The switch LED did not get much brighter - hardly noticeable - not sure why it did not end up much brighter since the resistor value was nearly halved. I suspect the switch boot cover is not so transparent, not as much as a Q8 for example.
Carrier mod from 4S to 4P. I did two carriers the same way.
Decided to use old Q8 springs (large ones) since they are longer and narrower. Hot air station worked great on removing the springs and brass buttons. Used thin copper sheeting to make the low profile bridges, and 20 AWG teflon wire.
For the springs mounted over the prior button contact pads, I scraped off the traces to expose the copper in order to solder the springs down. Wherever you see soldering direct to a via, the coating was scraped off to expose the copper trace.

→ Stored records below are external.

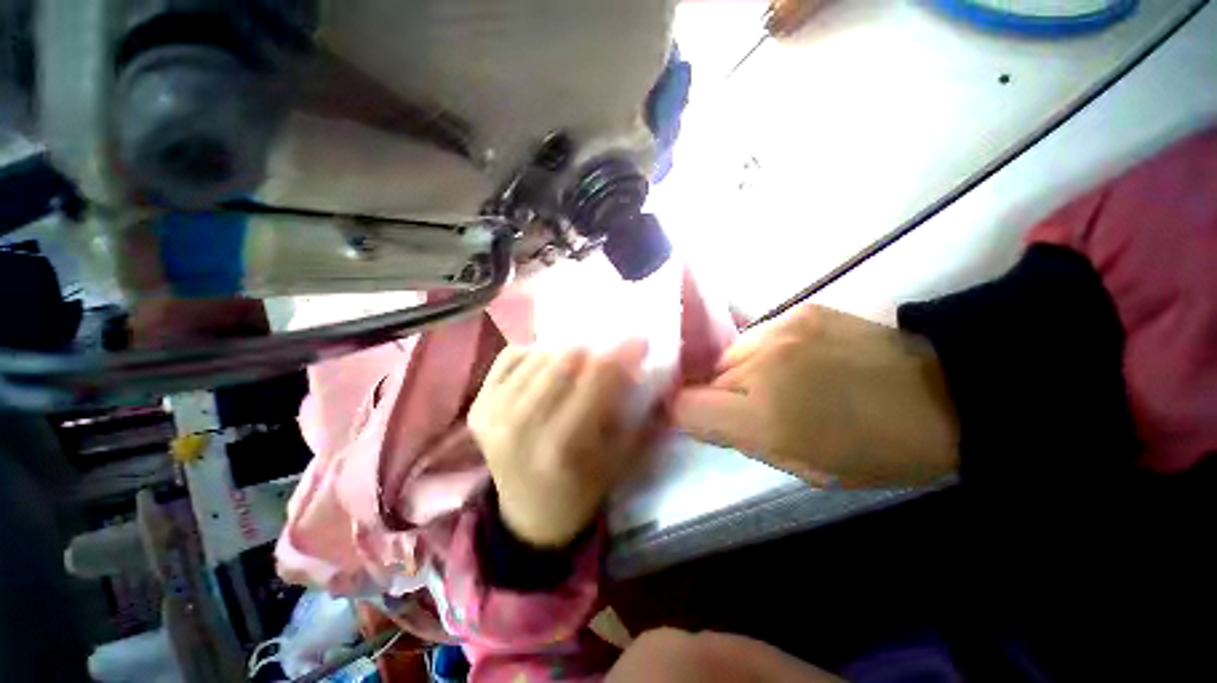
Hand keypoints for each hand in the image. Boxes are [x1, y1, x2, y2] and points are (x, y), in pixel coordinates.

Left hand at [469, 340, 651, 546]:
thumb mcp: (619, 459)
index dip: (621, 353)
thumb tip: (641, 366)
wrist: (529, 514)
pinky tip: (547, 371)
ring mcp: (492, 413)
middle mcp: (520, 425)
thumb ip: (633, 412)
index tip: (640, 342)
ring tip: (580, 367)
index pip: (595, 378)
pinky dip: (535, 355)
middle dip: (595, 352)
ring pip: (540, 354)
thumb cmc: (582, 489)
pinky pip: (512, 354)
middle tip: (609, 359)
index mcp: (560, 446)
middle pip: (565, 358)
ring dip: (567, 354)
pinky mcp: (477, 405)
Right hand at [673, 305, 958, 487]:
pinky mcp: (799, 311)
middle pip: (704, 378)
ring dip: (739, 373)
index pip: (685, 406)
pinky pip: (756, 337)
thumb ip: (741, 439)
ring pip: (728, 356)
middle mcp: (760, 366)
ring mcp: (780, 331)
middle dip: (717, 395)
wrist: (949, 393)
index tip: (701, 420)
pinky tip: (796, 360)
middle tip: (752, 408)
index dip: (685, 414)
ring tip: (777, 382)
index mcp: (763, 417)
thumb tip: (703, 416)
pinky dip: (762, 353)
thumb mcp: (803, 467)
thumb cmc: (877, 450)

Used 22 AWG bypasses.
The original GT carriers can hold longer batteries than the 4P stock GT90 carriers, so a stiffer spring arrangement can be used. Since there's less spring compression, the bypasses are a better option. Thinking these should perform a little better than the stock GT90 carriers.
Did you re-flash the firmware on the driver when you removed the R1/R2?
The firmware is the same firmware as the GT70 which does use the R1/R2 arrangement as far as I know, they just adjusted the resistor values for the lower voltage.
5% gain from removing the window is what Vinh said he got as well, so sounds perfectly reasonable to me.
What do you think - would a bypass on the spring under the brass cap help much? I'm think'n it might on these modded setups. It looks like a high quality, (beryllium?) spring but it's carrying a ton of amps through it. We are probably over 25 amps and thinking the output curve on the SBT90.2 is probably flattened out anyways (djozz LED test), so probably not much of a factor.
Hhmmm... Maybe it would help to hold higher amps for longer
What's pretty cool about this FET driver setup is that we are probably pulling about 30 amps or so, think VOB measured 27 amps, but 30 amps equates to only 3.75 amps per cell.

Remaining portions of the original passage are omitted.